Jadi mereka membawa semua barang bawaan saya melalui detektor logam dan ke ujung lainnya. Kemudian saya meminta sekelompok orang secara bersamaan memeriksa setiap milimeter barang bawaan saya, membongkar semuanya. Pencarian dilakukan secermat yang Anda harapkan jika Anda berada di bangku sekolah menengah dan dicurigai sebagai penyelundup narkoba, atau semacamnya (daripada sudah melewati pemeriksaan keamanan di bandara lain). Setelah itu, saya diutus dalam perjalanan!

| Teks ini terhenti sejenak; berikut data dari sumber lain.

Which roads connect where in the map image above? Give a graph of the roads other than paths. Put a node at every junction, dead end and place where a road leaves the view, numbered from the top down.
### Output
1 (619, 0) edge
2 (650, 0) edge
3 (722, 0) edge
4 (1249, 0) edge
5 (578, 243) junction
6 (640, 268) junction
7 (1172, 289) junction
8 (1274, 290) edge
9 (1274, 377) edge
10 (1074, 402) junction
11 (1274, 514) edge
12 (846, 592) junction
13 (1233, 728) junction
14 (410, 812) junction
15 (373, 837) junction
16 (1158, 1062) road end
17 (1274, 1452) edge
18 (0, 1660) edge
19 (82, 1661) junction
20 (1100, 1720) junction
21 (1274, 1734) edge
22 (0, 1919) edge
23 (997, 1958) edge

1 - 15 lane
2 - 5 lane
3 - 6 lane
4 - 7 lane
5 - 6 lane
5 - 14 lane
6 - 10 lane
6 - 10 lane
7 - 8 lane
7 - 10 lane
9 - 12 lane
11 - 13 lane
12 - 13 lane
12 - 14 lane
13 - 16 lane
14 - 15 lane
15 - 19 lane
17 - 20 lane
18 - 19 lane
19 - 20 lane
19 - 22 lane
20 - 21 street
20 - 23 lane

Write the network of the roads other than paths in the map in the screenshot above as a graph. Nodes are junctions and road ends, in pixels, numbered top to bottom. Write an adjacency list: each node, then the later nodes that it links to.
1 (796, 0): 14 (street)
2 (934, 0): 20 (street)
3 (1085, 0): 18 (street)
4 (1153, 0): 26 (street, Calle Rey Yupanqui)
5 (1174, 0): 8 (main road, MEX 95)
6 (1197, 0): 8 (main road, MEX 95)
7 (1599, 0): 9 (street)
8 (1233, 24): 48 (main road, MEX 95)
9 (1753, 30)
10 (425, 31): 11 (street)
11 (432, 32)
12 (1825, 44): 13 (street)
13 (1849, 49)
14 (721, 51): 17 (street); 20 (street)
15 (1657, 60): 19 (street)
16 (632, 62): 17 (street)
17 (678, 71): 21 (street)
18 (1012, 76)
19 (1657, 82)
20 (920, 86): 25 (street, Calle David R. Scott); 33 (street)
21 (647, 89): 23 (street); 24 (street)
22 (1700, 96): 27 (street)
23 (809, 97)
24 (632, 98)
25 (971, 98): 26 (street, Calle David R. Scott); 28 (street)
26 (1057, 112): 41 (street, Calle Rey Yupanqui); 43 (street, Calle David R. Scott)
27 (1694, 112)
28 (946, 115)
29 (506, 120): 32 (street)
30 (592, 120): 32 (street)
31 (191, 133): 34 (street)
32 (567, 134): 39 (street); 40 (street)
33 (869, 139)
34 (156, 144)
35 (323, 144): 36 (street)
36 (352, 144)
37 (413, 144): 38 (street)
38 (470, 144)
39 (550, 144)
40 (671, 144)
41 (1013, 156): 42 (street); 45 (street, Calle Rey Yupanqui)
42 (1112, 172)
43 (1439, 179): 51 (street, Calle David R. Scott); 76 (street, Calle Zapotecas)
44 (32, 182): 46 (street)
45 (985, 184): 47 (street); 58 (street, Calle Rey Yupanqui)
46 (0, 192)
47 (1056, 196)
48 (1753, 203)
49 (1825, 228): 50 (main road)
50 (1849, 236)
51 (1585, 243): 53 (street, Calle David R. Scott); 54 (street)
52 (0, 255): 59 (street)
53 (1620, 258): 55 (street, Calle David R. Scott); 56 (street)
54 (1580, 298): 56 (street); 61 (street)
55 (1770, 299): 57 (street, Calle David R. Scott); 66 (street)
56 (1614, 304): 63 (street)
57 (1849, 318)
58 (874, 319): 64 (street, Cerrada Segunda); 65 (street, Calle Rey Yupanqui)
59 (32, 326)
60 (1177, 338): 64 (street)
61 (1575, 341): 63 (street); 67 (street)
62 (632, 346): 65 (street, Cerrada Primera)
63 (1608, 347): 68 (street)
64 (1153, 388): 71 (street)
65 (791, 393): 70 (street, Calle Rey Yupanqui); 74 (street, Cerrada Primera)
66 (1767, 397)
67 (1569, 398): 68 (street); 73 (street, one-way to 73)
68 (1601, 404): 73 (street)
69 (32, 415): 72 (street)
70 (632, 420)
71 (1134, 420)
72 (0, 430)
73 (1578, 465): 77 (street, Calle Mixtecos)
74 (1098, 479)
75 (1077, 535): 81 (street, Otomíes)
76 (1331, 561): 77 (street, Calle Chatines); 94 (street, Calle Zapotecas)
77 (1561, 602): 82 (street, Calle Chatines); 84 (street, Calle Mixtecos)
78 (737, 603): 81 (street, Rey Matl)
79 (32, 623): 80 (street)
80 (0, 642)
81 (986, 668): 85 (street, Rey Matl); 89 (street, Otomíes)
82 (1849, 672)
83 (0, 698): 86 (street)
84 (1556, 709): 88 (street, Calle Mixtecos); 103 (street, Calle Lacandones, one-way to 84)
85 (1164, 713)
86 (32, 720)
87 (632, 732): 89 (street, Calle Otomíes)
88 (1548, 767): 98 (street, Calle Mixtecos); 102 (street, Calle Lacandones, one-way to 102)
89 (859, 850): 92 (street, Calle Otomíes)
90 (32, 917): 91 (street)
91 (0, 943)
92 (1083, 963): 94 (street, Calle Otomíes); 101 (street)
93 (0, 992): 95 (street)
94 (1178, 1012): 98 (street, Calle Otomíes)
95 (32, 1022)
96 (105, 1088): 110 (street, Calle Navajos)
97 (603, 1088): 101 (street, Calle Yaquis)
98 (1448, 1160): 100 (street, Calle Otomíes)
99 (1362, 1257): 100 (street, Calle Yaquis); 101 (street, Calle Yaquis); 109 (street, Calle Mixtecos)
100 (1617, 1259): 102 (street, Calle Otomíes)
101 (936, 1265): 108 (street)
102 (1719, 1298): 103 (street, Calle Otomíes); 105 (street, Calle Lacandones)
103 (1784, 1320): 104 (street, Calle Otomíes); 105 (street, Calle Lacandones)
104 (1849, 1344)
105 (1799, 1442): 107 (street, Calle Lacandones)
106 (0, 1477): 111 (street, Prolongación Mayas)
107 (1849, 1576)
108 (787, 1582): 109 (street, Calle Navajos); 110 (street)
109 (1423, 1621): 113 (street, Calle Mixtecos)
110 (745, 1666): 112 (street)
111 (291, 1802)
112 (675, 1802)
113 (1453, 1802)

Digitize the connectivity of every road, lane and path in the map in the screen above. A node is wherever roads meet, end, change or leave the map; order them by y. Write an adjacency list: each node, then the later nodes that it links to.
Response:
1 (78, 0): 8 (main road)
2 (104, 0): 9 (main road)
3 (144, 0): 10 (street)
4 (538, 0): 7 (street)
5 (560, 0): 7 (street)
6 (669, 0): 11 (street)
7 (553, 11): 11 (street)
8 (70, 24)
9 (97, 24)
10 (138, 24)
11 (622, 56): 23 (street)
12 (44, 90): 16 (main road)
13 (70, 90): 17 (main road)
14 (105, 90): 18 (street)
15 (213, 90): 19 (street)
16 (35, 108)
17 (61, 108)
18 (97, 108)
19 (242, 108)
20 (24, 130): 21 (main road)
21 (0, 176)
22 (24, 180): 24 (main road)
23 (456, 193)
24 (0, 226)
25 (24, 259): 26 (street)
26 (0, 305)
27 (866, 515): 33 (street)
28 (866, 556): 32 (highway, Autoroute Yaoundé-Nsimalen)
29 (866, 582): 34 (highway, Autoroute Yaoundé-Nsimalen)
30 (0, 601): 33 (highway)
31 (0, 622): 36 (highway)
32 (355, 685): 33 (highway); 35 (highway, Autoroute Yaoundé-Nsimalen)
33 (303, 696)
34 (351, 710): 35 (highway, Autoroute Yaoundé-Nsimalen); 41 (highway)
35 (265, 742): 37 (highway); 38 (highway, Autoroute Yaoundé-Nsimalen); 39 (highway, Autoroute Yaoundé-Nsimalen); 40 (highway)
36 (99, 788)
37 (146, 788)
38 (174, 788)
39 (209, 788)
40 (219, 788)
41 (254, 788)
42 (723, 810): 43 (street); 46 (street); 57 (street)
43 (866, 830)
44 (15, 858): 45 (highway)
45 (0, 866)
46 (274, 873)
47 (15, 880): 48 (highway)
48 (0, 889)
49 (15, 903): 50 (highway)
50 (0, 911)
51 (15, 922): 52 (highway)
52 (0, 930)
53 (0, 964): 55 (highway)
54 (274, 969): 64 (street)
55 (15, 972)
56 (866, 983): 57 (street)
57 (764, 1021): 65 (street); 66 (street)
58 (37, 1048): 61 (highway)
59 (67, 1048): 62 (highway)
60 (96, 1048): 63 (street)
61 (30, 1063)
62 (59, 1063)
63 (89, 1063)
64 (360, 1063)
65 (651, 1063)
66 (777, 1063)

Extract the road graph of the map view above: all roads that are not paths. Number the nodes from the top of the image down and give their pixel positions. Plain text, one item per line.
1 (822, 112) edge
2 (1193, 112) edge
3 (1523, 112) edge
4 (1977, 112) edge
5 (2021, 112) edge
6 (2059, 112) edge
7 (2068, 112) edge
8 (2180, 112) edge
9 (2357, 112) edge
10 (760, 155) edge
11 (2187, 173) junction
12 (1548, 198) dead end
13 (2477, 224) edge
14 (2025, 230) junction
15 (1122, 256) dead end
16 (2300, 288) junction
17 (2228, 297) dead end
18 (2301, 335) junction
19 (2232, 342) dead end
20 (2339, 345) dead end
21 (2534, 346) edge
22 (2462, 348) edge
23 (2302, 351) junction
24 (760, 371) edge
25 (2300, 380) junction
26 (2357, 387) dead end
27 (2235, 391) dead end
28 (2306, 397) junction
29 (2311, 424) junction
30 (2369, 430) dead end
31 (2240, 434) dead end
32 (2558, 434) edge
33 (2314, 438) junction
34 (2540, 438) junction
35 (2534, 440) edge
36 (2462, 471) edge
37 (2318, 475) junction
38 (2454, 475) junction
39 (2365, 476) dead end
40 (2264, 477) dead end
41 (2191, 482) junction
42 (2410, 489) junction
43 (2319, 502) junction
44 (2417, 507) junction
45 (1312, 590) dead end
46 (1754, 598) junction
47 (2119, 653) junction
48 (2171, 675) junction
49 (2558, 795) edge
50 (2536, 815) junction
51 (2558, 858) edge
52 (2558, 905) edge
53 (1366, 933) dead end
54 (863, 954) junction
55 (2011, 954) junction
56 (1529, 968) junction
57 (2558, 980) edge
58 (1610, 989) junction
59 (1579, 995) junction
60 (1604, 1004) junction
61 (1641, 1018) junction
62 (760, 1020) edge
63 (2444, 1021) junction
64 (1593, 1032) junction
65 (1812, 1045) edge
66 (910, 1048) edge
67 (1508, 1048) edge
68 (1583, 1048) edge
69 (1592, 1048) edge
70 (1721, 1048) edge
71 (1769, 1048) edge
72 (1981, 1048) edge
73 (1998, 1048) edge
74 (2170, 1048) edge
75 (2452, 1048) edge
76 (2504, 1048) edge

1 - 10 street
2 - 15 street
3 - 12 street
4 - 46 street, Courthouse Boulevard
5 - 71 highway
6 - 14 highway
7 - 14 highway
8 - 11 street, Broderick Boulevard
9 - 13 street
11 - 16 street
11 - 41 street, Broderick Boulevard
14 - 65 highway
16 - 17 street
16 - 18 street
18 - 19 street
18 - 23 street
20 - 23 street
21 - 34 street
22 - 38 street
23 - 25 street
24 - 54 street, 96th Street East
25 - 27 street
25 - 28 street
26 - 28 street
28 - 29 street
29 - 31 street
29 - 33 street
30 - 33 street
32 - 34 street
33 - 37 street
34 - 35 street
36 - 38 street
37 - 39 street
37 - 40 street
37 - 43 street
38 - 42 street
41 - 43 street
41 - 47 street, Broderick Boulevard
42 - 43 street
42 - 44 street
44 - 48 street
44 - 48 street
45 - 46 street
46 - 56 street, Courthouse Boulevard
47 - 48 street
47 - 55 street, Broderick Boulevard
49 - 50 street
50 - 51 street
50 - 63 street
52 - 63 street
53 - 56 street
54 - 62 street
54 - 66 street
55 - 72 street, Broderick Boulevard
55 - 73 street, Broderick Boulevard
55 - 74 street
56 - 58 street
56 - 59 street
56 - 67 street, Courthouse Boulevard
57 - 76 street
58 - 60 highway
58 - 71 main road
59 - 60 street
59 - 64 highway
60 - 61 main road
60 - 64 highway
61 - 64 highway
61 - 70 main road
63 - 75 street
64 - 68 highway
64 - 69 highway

Harus saya akui, ini adalah situasi transit internasional paling aneh yang pernah saya alami. Jangan salah paham, saya pernah mengalami pengalaman transit internasional yang kurang menyenangkan (hiiii, Kairo!), tapi tidak ada yang seaneh ini.
Misalnya, mereka memiliki rambu khusus untuk transit internasional, dan mereka memiliki pos pemeriksaan keamanan transit internasional yang memiliki staf yang sangat baik. Namun sepertinya mereka tidak dibentuk untuk menangani penumpang transit, atau semacamnya? Saya tidak yakin apakah mereka tidak mengharapkan penumpang transit di Etihad, atau apa, tapi aneh juga tidak ada pemindai yang berfungsi. Bagaimanapun…
Bandara Techo mungkin yang terindah di dunia!
Ini pertama kalinya aku melewati Bandara Techo (tentu saja… baru dibuka dua bulan lalu), tapi sialnya, fasilitasnya sangat bagus. Dari segi arsitektur, ini mungkin bandara menengah tercantik yang pernah saya lihat.
Saya kira bandara ini awalnya berkapasitas 13 juta penumpang per tahun, tapi yang pasti belum mencapai kapasitasnya. Selama masa singgah saya yang lama, tempat itu tidak pernah sibuk sama sekali. Serius, pernahkah kamu melihat terminal bandara yang lebih cantik?!





Tidak mengherankan, berbelanja dan bersantap tidak terlalu mengesankan. Namun, situasi lounge-nya bagus, dengan Plaza Premium dan Plaza Premium First Lounge (saya tidak menyangka akan ada yang terakhir). Saya tentu saja akan meninjaunya ketika saya menerbitkan laporan perjalanan lengkap saya.

Intinya
Bandara Techo baru di Phnom Penh benar-benar indah, mungkin bandara menengah tercantik yang pernah saya lihat. Kejutan yang menyenangkan.
Mengenai transit internasional di bandara (untuk dua orang lainnya yang mempertimbangkan hal ini), ada kabar baik dan kabar buruk. Kabar baiknya adalah hal itu mungkin terjadi. Kabar buruknya adalah sepertinya mereka tidak siap untuk hal ini, meskipun sudah ada papan petunjuk, pos pemeriksaan keamanan khusus, dll. Sungguh pengalaman transit yang tidak biasa!
Adakah yang bisa menebak apa sebenarnya yang ada di sini?